From: John Conzone (jkconzone@xxxxxxxx)
Date: Sat Apr 29 2000 - 16:14:08 GMT-3
Stanley, I worked for an ISP for a while (short while), and we
were what you called a Tier 2 provider, or even Tier 3. We had address
space from both UUNet and Global Crossing which we resold to users, as
well as to other providders. We had or own AS number, and address
space from both UUNet and Global Crossing. We had different exit
points to the two providers. We used route maps to append our AS onto
the routing advertisements out to each provider to control which way
traffic returned to us.
We had a T-1 to UUNet and a T3 to Global Crossing, so I can't
answer the last part. We were implemeting an ATM backbone through
Nortel Passport Switches, but I left after two months of that project.

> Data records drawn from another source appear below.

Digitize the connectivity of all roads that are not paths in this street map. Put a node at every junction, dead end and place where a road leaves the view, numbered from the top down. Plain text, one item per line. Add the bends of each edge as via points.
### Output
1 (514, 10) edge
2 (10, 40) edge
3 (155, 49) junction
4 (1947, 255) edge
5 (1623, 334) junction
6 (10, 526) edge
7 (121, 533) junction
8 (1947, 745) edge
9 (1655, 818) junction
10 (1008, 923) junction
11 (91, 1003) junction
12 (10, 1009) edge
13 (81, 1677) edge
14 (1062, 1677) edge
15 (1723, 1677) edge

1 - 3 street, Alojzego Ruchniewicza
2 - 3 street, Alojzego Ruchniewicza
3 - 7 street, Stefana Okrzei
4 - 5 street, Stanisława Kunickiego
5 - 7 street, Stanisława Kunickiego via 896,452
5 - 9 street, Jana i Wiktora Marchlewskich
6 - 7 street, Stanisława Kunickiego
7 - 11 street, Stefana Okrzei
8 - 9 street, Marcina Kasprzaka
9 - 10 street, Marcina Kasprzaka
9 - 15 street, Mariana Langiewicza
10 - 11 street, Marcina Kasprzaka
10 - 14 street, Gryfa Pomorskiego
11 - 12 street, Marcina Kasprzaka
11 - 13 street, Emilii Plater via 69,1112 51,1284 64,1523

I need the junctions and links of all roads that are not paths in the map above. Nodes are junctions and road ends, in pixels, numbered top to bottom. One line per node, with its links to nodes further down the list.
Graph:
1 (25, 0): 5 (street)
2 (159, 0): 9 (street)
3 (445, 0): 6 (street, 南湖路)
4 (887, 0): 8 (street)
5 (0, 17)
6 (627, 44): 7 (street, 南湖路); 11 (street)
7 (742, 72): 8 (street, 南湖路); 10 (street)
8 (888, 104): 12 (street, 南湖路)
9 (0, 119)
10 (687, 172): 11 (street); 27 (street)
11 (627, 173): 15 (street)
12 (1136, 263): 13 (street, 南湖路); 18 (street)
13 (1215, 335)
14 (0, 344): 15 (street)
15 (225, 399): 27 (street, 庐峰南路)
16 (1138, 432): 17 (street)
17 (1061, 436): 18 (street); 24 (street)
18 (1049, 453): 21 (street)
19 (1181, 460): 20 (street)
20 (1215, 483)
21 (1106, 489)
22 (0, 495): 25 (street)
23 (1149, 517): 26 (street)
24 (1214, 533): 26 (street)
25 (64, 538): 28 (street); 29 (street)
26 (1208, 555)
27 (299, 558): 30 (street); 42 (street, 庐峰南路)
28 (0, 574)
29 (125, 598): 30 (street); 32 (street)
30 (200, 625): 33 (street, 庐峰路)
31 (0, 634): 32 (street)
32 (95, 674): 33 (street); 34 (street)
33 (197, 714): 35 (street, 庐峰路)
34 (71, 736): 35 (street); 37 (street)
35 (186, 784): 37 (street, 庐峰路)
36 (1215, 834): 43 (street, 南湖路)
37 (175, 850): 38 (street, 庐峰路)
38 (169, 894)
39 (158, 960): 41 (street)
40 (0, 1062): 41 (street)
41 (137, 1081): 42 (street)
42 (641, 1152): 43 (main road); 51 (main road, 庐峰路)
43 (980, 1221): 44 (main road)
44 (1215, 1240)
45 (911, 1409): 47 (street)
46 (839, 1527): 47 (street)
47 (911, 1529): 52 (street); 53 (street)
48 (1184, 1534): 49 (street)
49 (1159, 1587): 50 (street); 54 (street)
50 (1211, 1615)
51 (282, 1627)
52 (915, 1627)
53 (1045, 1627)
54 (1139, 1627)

If the telco has OC3 capabilties and a ring, I don't see why you
couldn't connect via ATM/SONET if UUNet supported it as well. Thats a
lot of bandwidth!
----- Original Message -----
From: Stanley Seow
To: CCIELAB
Sent: Saturday, April 29, 2000 2:06 PM
Subject: Off Topics but related to ISP stuff
I've a questions... if a customer wanted to be an ISP or sub-ISP and
wanted to connect to two
ISPs... they will need a unique AS number right ??
How do they justify to get a unique AS number rather than belong to a
sub address space of a
bigger ISP ??
If they connect to both ISP, does both of them assign IP to them or
only one of them
assign the IP and the other ISP just agrees to route those traffic for
them...
If they wanted to hook up to UUNET's IX in Asia...using ATM, what type
of connector do they provide
or is this up to the telco to wire them up together ??